The service does not generate new certs. It assumes an external process (cert-manager, a cron, an operator running shoreguard gateway register --client-cert …) has landed the fresh material in the credentials table. ShoreGuard's job is to pick it up.

Observability

  • Metric: sg_gateway_cert_rotations_total{gateway,outcome} — labels success, failure, skipped_not_due, skipped_no_cert.
  • Audit: gateway.cert_rotated with {before_seconds_until_expiry, after_seconds_until_expiry, attempts}.
  • Webhook (on giveup): gateway.cert_rotation_failed payload:
{
  "gateway": "prod-gw-1",
  "reason": "validate_bundle: NotAfter is in the past",
  "retries": 3,
  "seconds_until_expiry": 259200,
  "next_attempt_at": 1714320000.0
}

Runbook — rotation failed

The webhook fires after retries are exhausted in a single poll cycle. The next cycle starts clean, so if nothing changes the alert will repeat.

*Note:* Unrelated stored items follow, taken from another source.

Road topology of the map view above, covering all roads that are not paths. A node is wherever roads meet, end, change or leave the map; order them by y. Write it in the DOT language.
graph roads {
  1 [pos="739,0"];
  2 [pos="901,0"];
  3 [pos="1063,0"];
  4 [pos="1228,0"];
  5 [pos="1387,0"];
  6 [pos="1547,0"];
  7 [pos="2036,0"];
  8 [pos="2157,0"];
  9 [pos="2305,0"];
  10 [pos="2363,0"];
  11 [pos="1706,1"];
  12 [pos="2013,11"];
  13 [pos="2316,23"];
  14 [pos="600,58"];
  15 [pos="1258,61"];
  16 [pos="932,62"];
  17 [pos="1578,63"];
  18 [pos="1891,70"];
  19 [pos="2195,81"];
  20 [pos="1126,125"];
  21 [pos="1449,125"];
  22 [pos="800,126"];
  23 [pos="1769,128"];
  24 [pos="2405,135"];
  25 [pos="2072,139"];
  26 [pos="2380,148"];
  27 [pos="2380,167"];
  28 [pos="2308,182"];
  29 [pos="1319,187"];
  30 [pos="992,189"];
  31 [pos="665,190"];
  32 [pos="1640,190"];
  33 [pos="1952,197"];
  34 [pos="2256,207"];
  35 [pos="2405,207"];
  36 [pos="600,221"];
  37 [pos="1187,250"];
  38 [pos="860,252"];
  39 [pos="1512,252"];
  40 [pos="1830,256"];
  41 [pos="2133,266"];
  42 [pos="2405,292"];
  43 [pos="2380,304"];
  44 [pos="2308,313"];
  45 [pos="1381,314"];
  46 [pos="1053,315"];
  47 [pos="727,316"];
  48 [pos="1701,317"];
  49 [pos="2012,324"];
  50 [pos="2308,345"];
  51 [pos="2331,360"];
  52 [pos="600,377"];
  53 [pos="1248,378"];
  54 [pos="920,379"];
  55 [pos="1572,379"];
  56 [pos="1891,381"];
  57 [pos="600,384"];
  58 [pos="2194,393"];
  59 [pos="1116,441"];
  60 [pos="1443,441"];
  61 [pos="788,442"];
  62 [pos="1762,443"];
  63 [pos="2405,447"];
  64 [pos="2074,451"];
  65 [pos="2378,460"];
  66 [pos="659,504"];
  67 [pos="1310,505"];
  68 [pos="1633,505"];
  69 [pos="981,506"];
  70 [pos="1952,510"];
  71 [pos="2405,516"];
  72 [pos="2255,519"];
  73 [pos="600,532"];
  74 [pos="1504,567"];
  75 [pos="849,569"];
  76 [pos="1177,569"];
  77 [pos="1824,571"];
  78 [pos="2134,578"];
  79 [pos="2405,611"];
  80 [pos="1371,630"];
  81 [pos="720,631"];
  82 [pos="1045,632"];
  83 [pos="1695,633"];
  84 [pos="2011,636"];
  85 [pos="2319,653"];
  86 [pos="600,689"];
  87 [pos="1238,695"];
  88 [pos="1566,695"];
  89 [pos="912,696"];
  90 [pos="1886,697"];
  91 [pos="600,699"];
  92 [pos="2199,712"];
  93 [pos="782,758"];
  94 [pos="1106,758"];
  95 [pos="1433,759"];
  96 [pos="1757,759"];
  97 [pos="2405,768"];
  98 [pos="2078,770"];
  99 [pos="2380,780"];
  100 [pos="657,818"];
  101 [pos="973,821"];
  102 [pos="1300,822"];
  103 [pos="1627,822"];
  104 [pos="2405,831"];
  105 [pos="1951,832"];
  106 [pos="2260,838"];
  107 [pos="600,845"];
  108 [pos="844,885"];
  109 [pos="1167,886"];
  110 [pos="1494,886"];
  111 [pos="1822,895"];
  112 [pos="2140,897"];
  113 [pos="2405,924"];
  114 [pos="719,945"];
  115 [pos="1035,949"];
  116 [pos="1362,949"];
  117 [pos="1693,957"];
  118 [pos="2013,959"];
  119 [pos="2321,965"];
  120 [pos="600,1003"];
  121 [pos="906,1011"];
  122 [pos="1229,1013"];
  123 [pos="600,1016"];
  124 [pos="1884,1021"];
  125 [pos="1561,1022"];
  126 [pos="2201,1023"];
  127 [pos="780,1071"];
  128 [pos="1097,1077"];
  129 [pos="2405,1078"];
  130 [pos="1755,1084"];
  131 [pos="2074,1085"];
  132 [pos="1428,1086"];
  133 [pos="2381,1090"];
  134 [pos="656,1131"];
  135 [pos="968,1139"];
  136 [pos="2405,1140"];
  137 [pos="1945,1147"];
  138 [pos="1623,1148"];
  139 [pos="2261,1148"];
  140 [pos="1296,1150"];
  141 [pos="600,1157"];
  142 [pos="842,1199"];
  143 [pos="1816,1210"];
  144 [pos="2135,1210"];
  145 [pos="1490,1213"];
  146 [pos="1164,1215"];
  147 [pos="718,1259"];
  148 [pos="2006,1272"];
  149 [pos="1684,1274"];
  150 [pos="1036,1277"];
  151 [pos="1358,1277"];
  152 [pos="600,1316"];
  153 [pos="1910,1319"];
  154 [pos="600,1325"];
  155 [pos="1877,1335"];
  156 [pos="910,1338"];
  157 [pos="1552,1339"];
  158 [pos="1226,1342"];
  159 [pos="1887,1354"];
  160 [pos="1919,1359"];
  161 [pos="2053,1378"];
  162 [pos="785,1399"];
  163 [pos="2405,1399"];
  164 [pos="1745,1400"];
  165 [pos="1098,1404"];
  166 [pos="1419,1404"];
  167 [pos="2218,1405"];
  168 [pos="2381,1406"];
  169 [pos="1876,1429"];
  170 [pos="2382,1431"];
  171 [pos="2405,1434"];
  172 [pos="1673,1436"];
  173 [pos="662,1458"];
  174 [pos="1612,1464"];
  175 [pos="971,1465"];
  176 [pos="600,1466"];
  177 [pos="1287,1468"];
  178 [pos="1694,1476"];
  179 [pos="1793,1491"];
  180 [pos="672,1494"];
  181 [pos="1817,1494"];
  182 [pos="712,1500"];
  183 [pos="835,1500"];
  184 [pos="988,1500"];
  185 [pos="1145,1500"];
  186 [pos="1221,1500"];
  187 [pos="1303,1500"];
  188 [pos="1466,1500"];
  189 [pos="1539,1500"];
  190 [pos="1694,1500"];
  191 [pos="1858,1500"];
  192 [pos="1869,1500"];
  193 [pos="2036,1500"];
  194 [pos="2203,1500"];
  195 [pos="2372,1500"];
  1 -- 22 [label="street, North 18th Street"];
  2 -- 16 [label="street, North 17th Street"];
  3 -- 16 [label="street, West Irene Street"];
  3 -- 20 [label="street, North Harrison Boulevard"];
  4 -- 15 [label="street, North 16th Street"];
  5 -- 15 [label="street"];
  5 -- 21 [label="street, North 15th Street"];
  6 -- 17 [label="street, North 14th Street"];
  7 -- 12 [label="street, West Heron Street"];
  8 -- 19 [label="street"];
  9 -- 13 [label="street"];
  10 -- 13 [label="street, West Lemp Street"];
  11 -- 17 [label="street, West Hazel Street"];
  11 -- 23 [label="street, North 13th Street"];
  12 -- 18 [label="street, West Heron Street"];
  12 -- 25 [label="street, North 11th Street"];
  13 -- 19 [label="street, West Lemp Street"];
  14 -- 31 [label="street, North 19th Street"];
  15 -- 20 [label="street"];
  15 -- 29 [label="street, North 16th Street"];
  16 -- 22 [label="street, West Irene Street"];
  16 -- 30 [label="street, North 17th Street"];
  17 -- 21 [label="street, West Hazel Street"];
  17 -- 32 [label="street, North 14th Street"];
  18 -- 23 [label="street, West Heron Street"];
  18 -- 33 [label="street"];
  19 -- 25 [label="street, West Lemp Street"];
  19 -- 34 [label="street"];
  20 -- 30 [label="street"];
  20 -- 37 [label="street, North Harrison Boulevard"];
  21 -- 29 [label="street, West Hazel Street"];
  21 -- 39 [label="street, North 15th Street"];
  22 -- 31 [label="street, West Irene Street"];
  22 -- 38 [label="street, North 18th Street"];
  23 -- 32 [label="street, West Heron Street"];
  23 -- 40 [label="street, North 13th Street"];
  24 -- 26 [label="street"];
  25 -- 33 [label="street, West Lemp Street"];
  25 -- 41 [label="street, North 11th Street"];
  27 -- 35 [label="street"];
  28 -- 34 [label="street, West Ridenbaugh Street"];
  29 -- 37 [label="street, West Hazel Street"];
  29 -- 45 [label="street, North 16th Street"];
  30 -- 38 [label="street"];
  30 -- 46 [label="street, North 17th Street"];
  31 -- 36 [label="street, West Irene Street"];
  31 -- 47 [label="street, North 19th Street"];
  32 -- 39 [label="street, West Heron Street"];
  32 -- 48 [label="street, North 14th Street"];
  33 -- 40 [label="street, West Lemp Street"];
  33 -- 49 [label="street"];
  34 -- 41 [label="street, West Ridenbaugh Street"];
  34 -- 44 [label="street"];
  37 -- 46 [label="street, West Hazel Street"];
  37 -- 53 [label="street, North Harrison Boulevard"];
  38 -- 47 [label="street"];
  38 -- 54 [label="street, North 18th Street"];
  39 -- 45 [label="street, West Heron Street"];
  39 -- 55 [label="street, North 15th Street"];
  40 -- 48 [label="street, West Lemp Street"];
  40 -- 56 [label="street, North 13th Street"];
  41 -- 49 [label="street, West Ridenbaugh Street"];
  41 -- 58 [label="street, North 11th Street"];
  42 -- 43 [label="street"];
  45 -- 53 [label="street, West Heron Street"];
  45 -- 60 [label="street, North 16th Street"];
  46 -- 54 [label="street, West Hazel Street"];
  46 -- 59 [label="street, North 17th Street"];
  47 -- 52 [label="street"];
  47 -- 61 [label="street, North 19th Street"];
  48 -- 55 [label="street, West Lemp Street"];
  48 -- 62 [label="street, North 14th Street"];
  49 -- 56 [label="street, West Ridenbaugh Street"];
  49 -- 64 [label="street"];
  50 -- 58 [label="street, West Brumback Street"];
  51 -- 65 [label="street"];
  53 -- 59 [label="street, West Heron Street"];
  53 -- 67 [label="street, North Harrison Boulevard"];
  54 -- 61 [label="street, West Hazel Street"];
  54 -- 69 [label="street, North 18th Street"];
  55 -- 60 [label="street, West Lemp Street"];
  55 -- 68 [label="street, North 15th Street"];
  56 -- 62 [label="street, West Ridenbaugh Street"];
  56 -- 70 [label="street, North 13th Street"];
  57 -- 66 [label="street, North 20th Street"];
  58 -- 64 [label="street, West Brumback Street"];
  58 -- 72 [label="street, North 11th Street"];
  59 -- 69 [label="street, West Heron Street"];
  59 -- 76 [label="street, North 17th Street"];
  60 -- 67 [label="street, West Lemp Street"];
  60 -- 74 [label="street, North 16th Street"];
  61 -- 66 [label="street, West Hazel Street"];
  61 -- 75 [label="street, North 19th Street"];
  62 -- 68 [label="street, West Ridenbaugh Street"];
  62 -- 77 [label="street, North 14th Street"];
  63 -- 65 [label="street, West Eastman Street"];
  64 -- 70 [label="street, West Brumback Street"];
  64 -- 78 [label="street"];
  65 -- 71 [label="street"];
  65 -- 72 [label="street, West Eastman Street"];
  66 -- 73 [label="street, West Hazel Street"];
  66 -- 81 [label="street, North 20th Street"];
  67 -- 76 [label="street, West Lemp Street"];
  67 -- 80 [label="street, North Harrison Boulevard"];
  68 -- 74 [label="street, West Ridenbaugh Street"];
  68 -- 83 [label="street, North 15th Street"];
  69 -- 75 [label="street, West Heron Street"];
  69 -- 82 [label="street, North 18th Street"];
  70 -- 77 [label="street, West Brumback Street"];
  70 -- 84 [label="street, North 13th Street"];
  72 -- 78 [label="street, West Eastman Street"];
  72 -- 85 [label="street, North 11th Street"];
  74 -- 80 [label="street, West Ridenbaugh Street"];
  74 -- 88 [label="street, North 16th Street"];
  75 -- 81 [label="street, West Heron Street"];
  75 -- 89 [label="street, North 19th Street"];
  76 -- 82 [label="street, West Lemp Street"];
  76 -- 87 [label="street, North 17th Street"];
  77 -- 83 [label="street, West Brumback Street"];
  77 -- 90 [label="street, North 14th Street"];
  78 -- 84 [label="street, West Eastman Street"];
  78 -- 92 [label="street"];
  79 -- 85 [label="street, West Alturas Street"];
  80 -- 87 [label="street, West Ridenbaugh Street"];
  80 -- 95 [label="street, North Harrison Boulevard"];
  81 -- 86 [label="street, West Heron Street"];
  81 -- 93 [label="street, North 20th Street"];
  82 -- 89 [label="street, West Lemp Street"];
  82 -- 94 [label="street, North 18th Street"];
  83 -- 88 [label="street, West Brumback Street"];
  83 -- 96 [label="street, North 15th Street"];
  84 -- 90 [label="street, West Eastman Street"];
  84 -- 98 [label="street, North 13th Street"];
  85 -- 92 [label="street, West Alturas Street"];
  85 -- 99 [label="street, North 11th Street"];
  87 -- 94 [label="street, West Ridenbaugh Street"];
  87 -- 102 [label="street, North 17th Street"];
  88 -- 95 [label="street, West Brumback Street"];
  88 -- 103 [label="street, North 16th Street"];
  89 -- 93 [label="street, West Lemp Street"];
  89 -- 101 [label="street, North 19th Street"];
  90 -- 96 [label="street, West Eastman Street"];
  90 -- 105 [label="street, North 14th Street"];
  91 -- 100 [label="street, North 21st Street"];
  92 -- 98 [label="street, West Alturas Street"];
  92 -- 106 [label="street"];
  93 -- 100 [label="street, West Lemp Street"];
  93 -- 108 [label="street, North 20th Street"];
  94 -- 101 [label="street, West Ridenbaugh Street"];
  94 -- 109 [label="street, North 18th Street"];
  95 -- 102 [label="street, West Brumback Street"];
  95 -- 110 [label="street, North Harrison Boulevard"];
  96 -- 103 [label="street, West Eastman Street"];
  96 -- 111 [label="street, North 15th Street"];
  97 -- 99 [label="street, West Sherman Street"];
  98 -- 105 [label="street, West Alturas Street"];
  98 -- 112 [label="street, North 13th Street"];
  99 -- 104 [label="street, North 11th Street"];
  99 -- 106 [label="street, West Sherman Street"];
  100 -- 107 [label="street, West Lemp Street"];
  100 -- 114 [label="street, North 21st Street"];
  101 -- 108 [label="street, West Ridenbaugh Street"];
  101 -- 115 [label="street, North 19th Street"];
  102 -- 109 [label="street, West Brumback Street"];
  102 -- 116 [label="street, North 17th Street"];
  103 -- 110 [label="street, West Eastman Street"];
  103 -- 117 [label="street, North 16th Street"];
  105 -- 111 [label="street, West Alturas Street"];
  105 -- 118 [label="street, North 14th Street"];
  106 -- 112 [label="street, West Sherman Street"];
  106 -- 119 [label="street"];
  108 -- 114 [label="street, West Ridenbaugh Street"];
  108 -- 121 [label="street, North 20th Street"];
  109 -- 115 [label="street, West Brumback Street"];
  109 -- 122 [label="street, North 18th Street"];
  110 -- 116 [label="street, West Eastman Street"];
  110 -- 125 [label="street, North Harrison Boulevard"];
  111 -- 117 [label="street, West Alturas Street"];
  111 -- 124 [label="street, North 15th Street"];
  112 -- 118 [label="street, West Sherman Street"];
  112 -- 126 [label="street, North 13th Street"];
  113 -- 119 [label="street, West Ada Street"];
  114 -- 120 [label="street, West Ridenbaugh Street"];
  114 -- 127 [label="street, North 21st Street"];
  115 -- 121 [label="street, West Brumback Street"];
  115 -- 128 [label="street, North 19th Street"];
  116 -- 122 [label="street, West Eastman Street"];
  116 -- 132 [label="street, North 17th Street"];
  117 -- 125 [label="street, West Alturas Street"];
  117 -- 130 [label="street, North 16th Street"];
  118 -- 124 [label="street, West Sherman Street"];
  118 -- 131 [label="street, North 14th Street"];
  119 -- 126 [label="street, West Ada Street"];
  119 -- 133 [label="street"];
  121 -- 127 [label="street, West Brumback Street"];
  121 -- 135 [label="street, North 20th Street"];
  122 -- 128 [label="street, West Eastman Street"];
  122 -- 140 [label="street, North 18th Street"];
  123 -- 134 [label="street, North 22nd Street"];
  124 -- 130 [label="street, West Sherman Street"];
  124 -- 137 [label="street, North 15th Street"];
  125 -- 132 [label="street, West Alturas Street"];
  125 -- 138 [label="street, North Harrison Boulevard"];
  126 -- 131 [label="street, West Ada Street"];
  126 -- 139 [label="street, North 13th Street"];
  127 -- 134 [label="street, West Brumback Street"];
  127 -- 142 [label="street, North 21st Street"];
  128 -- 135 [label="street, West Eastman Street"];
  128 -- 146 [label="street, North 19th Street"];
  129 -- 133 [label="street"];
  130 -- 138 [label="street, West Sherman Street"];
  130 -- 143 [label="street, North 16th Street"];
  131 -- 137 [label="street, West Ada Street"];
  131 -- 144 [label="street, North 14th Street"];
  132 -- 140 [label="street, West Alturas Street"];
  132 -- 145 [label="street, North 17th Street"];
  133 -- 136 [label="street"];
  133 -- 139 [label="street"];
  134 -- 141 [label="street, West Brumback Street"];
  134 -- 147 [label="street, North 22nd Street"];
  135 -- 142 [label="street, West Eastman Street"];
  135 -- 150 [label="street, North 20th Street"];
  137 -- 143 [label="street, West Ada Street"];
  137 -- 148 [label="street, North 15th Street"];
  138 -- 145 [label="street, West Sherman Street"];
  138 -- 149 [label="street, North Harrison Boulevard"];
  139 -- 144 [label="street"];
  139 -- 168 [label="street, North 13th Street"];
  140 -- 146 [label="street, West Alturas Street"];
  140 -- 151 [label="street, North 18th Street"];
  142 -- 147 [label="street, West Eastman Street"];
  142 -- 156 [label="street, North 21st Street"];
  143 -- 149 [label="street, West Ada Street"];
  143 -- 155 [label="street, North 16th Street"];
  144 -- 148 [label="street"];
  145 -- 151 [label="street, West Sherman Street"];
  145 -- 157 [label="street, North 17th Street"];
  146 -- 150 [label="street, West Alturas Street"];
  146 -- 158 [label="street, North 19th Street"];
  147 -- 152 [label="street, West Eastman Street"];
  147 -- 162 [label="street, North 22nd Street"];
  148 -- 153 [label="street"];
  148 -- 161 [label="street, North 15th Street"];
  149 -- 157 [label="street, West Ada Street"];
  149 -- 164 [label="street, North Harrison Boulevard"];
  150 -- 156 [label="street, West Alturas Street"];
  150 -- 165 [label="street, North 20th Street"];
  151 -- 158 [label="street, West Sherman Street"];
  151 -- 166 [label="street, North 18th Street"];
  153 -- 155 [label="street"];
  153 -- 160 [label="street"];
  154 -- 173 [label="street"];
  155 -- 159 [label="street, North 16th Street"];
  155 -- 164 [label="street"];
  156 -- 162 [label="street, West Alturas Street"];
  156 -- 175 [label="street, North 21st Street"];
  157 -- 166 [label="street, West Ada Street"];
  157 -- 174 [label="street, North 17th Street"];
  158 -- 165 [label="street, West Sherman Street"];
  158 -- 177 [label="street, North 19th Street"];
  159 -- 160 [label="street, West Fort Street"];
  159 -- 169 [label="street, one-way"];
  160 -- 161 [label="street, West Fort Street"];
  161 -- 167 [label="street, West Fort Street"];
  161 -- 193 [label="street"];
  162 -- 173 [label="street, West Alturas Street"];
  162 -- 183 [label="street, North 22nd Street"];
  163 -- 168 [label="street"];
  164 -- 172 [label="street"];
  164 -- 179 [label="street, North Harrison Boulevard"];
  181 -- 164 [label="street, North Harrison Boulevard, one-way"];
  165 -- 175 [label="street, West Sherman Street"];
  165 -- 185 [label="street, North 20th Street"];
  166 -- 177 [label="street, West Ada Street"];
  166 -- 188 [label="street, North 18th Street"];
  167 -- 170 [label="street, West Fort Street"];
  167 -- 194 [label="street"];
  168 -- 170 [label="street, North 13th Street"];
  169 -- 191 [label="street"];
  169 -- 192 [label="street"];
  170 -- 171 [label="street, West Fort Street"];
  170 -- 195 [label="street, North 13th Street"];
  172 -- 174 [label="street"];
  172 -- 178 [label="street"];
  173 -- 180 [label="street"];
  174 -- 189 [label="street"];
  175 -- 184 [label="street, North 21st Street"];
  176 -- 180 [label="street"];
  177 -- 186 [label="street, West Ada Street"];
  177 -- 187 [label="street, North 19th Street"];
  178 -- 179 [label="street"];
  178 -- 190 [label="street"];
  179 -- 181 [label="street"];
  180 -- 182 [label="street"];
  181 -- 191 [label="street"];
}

  1. Inspect the reason. Most common cause: the registry still holds the expired bytes. Land the fresh cert pair via shoreguard gateway register --client-cert … --client-key … (or your cert-manager equivalent).
  2. Check sg_gateway_cert_expiry_seconds{gateway} to confirm whether the new bytes got picked up on the next cycle.
  3. Service disabled? If an operator set SHOREGUARD_CERT_ROTATION_ENABLED=false, rotations are paused — re-enable after the credentials issue is resolved.

Multi-replica safety

Rotation is idempotent relative to its inputs (no server-side mutation), so every replica rotates its own client pool independently. No advisory lock is needed.